We did not use an independent cardiac imaging modality as reference for the accuracy of LA volumes. In fact, cardiac computed tomography entails radiation exposure and may be unethical without a specific clinical indication. Nevertheless, we validated LA-focused long-axis cine images with LA volumes obtained by a CMR short-axis cine stack, which is considered as a reference standard.

The present study is purely methodological, as it evaluates the accuracy of LA volumes obtained from the LA-focused cine images compared to standard long-axis ones. The clinical impact of this novel approach is beyond the aims of the study. According to our results, and the emerging literature about the prognostic role of LA size and function assessed by CMR, the clinical impact of LA-focused cine sequences warrants further investigation.

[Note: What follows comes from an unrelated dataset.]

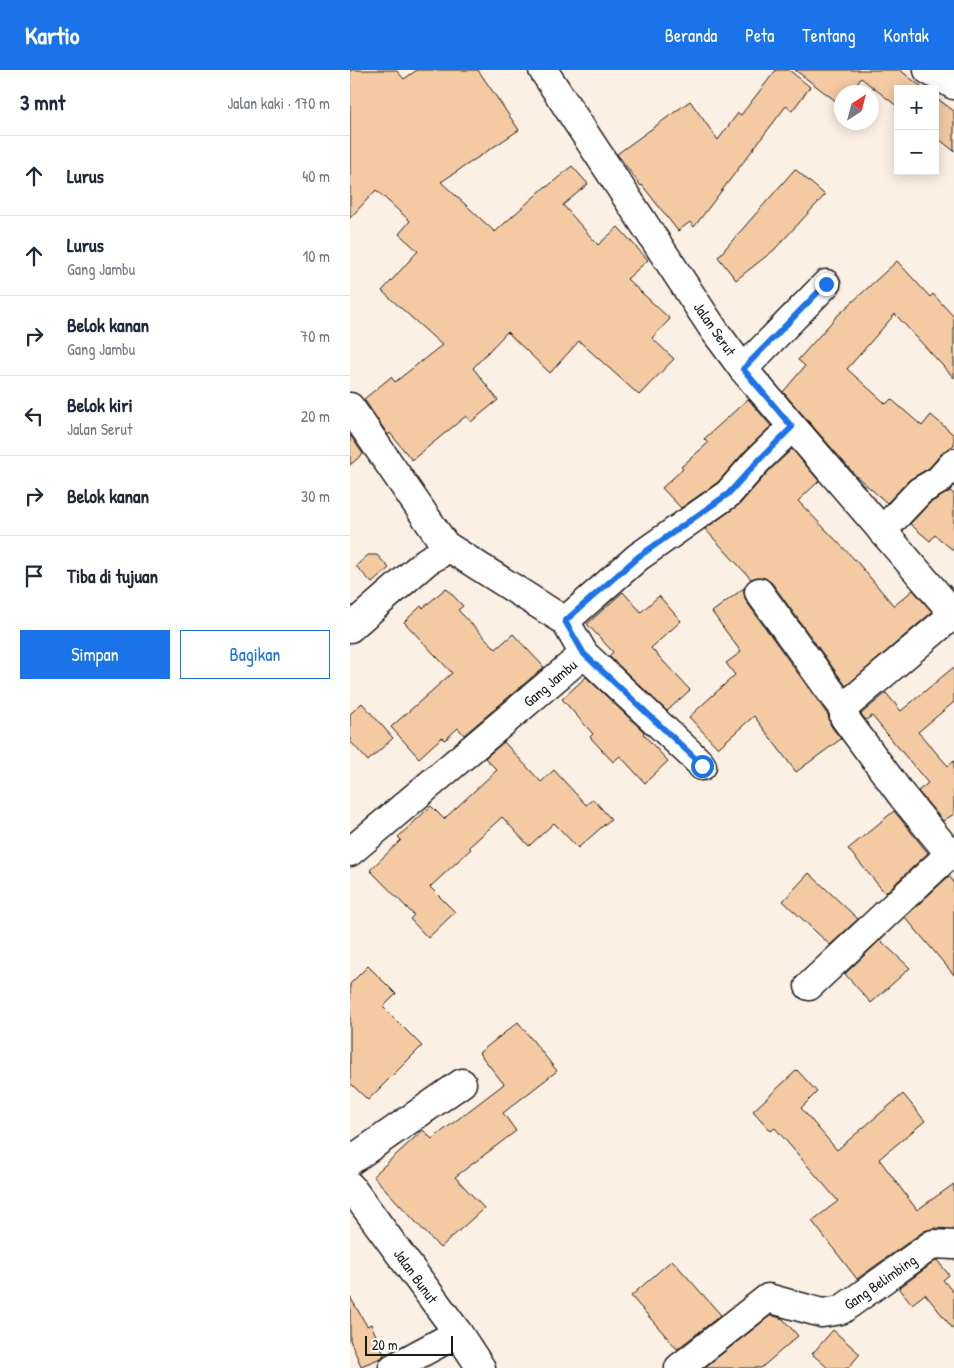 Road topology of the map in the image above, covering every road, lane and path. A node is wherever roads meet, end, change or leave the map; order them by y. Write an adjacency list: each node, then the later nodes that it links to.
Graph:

Finally, the biplane area-length algorithm is based on the geometric assumption of an ellipsoid chamber. Although we have enrolled a relatively large number of patients with a wide range of LA volumes, future studies are needed to confirm the robustness of our results in the various geometries of the LA.

Conclusions

CMR assessment of the LA using LA-focused long-axis cine imaging is quick, feasible and provides more accurate LA volumes and LAEF than standard long-axis cine imaging. LA strain values obtained by LA-focused imaging are significantly lower than those produced by standard images. Considering the diagnostic and prognostic value of the accurate assessment of LA size in many cardiac conditions, and the limited additional scan time needed to acquire dedicated LA-focused images, this method should enter the clinical routine of CMR studies.